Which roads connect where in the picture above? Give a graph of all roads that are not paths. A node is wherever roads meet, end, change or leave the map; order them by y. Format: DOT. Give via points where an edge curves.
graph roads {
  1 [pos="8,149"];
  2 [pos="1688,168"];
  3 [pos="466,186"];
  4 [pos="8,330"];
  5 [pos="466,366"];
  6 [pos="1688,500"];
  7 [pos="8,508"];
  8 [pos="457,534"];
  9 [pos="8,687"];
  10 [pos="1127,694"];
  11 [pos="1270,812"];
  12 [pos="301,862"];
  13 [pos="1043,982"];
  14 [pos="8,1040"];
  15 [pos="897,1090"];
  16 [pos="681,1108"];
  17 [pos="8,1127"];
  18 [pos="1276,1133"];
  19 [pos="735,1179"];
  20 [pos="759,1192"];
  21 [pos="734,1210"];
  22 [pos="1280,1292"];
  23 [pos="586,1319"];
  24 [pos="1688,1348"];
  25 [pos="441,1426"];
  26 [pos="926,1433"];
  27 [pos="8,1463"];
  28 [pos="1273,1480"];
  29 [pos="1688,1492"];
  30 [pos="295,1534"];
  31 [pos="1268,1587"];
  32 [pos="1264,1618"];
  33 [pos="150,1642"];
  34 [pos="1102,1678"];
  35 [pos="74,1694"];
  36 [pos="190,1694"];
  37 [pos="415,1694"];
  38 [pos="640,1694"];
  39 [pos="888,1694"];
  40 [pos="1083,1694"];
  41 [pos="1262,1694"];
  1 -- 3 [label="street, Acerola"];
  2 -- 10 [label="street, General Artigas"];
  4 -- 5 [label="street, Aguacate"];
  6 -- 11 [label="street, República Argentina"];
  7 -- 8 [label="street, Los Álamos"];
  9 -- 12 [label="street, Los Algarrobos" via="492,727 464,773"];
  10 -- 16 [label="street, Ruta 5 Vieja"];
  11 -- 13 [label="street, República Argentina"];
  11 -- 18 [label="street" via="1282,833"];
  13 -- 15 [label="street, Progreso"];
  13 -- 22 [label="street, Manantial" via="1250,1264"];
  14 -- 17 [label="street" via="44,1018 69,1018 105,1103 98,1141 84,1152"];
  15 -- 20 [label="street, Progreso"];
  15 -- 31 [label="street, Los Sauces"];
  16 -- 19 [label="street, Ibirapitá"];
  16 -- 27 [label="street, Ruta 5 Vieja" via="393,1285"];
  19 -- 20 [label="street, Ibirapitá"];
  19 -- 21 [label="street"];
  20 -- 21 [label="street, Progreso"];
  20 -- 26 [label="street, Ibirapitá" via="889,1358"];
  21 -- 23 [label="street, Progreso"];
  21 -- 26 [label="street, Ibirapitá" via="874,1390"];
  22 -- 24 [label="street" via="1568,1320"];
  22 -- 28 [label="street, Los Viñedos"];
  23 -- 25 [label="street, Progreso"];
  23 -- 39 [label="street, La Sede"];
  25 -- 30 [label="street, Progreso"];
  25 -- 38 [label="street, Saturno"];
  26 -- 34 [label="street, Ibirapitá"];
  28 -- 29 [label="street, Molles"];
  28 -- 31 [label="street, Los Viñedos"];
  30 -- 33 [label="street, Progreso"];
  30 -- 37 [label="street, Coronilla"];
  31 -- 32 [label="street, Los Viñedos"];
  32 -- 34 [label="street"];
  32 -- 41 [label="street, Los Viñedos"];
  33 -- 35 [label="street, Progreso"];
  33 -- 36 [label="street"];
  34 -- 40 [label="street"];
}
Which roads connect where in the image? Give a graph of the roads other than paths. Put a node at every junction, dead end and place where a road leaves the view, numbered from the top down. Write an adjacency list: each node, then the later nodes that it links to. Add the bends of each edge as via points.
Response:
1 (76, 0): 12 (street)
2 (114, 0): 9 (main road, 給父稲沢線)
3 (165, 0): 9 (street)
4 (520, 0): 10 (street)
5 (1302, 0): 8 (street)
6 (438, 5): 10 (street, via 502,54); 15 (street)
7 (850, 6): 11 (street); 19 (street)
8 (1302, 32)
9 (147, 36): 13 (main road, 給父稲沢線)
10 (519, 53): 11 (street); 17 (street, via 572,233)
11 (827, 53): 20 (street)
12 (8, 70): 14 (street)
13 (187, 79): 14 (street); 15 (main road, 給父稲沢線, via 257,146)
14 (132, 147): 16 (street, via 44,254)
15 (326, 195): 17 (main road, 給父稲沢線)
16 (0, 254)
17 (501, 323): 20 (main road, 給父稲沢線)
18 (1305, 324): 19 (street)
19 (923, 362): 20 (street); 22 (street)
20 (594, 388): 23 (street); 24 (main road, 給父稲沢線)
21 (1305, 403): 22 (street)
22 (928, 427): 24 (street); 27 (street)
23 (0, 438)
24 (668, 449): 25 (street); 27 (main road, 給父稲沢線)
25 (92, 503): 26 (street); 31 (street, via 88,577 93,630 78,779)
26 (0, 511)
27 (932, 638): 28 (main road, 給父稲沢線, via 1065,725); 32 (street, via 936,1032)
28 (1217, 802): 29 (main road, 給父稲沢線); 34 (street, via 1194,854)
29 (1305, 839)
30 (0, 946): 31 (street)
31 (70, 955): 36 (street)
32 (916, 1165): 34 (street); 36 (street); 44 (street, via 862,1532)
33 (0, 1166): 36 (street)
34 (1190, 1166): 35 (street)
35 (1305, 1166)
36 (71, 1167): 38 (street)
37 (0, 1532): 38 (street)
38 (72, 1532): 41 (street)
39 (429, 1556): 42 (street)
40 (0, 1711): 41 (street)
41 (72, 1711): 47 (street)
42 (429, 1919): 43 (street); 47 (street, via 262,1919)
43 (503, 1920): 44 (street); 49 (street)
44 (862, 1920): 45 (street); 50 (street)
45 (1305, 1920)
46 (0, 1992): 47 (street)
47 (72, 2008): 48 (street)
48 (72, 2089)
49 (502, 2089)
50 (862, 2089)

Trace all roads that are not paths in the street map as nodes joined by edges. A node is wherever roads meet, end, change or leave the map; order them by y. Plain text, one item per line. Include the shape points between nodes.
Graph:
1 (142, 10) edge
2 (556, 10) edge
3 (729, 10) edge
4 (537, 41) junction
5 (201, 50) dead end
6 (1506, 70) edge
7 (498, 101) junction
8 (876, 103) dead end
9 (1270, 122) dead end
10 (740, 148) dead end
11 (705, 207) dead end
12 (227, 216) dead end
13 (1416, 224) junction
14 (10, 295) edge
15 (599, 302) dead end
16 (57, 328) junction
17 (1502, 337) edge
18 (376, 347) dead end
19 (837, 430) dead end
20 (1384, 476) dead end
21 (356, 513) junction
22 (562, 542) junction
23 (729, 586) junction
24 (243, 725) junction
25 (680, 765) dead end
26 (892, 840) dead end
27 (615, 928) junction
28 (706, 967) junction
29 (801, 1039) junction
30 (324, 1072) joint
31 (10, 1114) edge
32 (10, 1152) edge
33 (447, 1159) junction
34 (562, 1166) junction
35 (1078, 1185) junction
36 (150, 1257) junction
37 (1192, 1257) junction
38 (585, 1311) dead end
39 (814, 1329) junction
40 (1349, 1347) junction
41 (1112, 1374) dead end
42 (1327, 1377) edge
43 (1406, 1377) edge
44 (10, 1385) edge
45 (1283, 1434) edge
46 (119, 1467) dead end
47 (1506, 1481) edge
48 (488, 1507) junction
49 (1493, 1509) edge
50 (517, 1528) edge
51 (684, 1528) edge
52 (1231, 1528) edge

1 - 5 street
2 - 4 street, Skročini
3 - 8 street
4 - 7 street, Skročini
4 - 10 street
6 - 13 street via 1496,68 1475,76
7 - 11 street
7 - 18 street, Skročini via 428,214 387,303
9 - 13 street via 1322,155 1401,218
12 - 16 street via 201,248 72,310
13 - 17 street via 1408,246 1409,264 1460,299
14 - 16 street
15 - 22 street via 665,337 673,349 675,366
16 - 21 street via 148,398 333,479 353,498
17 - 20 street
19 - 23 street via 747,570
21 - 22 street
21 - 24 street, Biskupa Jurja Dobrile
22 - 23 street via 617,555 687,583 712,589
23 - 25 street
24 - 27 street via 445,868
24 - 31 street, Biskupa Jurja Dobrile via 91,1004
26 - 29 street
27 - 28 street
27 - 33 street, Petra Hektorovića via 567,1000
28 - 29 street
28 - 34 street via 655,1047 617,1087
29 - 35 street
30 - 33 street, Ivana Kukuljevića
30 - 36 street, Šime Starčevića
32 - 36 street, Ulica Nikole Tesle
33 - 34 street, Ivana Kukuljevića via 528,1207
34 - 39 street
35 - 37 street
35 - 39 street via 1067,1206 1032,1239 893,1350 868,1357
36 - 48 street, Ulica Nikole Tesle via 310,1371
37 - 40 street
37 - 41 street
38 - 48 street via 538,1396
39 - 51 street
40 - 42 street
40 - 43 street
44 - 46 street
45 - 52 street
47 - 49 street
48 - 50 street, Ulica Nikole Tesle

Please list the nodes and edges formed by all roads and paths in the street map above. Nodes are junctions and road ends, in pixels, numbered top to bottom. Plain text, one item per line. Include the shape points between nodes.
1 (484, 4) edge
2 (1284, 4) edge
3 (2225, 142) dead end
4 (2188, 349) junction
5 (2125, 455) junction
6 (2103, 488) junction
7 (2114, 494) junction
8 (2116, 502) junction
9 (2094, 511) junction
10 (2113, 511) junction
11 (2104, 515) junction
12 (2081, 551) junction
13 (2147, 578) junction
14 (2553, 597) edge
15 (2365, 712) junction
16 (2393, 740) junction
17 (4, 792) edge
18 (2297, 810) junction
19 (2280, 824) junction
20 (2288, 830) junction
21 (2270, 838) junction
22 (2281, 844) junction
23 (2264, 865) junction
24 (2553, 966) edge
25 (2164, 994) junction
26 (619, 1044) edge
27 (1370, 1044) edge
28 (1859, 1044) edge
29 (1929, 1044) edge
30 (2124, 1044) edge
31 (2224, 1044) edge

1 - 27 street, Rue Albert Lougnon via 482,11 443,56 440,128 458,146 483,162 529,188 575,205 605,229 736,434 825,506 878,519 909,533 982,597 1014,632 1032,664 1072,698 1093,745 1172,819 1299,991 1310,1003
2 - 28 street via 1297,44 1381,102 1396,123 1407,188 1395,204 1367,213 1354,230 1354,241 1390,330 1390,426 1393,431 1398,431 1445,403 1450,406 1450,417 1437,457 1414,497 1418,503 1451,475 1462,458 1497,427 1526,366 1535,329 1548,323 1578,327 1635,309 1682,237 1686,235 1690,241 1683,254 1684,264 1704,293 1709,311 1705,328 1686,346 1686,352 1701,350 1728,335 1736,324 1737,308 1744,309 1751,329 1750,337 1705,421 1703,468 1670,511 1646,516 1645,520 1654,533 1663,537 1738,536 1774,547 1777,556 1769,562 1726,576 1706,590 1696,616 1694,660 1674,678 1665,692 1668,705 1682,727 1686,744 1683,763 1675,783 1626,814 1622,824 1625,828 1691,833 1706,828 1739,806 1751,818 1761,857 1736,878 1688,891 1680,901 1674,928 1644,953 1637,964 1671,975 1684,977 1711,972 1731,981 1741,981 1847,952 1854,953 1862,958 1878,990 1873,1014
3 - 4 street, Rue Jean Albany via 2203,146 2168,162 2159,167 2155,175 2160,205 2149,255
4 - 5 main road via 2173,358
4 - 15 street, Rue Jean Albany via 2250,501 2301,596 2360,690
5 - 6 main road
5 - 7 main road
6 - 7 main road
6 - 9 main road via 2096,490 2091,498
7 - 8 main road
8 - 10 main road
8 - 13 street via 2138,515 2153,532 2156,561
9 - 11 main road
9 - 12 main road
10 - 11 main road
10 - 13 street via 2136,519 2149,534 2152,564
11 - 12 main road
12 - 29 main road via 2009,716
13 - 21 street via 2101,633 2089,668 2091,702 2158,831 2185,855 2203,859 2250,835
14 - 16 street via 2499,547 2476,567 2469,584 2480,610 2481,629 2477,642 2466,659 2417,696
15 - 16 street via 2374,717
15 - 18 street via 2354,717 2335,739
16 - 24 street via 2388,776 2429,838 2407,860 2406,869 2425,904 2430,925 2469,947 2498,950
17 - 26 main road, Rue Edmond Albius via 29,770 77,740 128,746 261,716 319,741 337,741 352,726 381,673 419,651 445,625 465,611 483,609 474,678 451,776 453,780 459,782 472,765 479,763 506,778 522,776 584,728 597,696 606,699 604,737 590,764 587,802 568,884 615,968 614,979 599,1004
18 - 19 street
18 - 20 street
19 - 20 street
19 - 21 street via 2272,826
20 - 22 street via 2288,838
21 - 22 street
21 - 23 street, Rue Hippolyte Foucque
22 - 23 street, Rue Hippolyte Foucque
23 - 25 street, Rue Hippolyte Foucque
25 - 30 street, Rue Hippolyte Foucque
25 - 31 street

== Exercise goal ==
Using the records above, count the lines containing "Foucque". Give no words besides the number.

== Solution ==
4